The ASPCA recommends that if the animal companion is going to a forever home where the child is under 12 years of age, the parents are going to have to be prepared to assume the position of pet parent and handle all of the house training, vaccinations, pet food, and pet care that comes along with adopting an animal. The ASPCA also stresses that if you choose to give a new furry family member as a holiday gift, you should get them from a trusted source like a rescue organization, local animal shelter, or a breeder.

PETA firmly believes that pets should not be given as gifts, ever -- Pets are not just a gift, but they are a new family member. Depending on their breed and size, they come with a 10-20 year commitment. Some cats can even like past 20. PETA argues that while it may look cute to stick a puppy in a box under the tree, it's a bad idea as you do not know how the situation will turn out. Kids may be better suited for a stuffed animal as a gift under the tree, then decide to get a pet as a family when you know the kids are ready for the responsibility, or you as the parent have the time and financial ability to care for the pet.

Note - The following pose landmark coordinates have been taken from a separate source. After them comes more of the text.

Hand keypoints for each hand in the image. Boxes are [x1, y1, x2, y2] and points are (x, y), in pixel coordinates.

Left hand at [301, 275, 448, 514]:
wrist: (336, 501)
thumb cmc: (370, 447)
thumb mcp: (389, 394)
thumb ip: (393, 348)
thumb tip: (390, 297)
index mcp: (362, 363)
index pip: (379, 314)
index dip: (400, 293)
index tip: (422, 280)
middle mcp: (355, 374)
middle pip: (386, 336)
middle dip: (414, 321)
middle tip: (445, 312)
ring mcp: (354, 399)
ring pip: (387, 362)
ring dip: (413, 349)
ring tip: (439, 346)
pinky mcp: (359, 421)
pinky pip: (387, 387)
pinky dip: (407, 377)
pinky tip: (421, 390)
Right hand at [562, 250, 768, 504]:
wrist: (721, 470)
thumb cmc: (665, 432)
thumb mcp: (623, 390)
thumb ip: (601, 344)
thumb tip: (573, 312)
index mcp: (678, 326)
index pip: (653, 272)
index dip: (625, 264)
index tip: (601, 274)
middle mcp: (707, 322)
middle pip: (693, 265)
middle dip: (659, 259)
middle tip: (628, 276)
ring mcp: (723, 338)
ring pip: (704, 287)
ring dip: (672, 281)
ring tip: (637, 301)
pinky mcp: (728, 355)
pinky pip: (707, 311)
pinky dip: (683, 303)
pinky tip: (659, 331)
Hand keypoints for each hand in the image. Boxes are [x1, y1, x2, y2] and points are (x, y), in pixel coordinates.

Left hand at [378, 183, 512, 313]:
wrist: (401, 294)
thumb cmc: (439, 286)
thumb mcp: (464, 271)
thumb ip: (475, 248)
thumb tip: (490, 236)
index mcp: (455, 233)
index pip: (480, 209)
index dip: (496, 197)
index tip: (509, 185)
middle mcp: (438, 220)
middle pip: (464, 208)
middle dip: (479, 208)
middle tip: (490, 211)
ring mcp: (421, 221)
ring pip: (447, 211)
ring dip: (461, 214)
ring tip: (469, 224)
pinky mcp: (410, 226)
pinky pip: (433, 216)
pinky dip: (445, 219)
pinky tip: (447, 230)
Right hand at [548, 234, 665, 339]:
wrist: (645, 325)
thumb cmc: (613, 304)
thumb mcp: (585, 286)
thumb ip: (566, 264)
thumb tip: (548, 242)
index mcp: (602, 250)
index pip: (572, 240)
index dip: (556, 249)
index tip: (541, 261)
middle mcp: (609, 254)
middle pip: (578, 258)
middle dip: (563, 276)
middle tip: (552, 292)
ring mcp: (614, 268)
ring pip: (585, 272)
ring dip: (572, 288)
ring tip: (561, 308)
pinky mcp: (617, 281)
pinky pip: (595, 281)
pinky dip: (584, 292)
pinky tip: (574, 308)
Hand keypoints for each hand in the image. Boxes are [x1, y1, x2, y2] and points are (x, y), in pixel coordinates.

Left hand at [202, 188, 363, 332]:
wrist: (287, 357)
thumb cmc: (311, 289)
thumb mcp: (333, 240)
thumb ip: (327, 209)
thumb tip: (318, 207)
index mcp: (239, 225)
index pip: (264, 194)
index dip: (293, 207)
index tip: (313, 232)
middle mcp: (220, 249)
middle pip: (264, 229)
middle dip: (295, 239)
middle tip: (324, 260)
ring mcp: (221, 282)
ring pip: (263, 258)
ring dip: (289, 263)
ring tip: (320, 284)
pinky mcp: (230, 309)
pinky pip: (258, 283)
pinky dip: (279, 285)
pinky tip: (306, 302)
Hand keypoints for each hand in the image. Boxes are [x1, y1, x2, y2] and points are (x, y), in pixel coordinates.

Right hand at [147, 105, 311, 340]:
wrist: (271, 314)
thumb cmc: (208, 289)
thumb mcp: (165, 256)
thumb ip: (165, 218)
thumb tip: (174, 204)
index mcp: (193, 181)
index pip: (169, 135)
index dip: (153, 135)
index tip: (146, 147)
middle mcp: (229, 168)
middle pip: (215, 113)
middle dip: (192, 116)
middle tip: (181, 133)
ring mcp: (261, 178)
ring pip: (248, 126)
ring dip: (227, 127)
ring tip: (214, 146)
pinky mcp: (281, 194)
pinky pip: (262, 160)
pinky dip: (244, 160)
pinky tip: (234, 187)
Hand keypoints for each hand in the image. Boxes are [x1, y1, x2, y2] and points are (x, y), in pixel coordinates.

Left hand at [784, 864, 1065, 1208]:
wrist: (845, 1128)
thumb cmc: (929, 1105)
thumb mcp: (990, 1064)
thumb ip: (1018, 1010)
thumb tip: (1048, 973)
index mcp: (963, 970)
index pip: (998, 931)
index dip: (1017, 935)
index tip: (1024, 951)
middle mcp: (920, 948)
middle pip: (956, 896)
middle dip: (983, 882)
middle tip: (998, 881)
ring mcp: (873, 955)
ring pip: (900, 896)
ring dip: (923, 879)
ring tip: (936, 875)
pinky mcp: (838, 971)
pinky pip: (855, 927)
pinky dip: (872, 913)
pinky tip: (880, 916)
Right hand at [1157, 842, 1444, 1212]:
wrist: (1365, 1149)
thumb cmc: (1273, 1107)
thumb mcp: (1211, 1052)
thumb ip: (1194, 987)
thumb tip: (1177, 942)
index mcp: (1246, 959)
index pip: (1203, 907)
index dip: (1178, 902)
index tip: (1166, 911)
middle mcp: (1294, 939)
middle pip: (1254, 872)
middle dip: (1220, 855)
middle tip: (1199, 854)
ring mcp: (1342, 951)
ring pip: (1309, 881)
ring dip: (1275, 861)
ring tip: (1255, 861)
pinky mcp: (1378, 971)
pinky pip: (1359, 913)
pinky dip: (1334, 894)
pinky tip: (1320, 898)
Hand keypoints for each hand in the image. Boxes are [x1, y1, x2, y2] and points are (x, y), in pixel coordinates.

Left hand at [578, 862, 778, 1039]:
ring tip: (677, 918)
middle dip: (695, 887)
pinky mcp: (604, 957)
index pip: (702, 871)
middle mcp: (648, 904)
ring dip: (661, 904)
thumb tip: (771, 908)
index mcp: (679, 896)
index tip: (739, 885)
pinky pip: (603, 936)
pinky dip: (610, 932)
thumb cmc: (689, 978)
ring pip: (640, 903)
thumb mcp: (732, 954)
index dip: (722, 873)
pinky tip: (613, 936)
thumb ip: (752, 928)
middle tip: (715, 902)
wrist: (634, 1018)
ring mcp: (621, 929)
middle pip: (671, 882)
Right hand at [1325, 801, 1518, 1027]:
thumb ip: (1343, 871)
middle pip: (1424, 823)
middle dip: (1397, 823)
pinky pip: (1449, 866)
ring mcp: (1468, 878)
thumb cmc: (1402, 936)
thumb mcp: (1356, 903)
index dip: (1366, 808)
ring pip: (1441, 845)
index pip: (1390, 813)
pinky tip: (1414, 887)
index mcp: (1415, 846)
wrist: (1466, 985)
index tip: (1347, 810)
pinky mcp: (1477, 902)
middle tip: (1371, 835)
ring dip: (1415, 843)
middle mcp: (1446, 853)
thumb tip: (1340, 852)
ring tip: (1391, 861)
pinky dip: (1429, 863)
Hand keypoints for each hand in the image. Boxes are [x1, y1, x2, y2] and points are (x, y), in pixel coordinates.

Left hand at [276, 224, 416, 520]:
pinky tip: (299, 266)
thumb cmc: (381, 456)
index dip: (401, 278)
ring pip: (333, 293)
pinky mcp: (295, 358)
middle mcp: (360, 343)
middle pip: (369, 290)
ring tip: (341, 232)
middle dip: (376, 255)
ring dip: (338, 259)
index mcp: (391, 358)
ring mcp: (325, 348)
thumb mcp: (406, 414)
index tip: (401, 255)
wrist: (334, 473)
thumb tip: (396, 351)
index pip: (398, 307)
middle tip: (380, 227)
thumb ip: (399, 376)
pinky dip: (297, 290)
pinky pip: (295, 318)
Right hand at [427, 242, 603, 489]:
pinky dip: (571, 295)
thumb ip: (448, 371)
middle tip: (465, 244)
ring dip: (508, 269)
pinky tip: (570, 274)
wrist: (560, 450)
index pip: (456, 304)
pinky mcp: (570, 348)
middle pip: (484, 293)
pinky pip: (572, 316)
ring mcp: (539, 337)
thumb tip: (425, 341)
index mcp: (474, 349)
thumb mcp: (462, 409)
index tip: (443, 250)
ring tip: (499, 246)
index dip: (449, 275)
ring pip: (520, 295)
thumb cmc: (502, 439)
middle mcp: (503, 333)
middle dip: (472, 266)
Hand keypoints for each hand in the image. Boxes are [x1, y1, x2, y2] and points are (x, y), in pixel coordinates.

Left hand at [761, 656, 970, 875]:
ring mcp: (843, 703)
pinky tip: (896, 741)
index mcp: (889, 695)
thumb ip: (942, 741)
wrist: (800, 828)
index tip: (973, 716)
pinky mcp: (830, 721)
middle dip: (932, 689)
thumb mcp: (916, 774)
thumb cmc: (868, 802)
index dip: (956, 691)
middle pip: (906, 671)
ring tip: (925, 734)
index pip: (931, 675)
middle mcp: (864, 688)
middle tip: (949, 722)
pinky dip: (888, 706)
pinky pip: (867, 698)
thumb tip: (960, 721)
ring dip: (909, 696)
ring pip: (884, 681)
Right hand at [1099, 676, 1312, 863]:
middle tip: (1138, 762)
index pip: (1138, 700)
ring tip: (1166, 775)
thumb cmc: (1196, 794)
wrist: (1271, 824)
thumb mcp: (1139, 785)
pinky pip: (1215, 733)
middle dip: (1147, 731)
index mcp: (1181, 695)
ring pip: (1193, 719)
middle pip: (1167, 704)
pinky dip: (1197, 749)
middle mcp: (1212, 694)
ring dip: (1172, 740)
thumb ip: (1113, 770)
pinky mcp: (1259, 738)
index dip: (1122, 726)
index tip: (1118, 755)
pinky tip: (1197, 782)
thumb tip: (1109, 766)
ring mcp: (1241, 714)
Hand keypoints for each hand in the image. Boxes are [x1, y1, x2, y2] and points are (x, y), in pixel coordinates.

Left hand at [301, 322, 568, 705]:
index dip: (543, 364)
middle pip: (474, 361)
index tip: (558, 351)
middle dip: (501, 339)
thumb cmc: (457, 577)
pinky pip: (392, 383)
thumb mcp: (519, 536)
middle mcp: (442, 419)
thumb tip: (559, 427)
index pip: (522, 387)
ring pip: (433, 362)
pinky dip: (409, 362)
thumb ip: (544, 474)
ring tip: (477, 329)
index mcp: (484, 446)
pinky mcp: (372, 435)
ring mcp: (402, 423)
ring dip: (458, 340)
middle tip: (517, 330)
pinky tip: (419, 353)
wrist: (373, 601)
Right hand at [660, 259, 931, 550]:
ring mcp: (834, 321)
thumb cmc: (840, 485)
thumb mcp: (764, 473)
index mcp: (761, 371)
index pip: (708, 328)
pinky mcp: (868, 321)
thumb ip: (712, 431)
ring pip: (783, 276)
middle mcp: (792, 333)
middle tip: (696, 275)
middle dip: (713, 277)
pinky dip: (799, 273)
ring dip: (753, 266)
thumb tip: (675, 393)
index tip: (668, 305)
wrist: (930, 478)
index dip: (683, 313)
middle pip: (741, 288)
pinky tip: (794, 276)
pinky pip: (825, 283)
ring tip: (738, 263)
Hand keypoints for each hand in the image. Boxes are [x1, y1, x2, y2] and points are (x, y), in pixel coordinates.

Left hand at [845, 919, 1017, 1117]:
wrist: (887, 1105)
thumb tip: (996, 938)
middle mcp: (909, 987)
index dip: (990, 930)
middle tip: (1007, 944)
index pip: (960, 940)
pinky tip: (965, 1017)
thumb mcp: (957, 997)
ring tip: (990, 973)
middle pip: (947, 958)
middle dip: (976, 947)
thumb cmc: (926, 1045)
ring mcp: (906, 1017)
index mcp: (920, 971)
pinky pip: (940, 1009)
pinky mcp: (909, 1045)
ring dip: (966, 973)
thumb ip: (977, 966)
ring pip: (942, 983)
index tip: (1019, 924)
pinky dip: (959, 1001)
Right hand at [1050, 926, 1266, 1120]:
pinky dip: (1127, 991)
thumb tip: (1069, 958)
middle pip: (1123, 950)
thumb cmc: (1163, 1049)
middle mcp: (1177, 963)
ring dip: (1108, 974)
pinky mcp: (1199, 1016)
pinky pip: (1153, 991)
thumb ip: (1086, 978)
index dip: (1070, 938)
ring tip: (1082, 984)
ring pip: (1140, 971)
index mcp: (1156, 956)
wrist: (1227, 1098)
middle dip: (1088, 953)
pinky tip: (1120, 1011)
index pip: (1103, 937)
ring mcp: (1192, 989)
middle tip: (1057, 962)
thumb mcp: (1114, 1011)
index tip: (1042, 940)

The Humane Society has a little different outlook on the situation. They believe that you should not give a pet as a surprise gift. Instead, pick out the pet together to ensure it fits the new pet parent's lifestyle and personality. The shelter can also vet the new owner and make sure the animals are in good homes. The gift-giver can pay for the adoption fee or give a gift certificate for a later date if the right pet for their household is not immediately found. It also allows them to get everything they need to ensure the new pet's transition goes smoothly.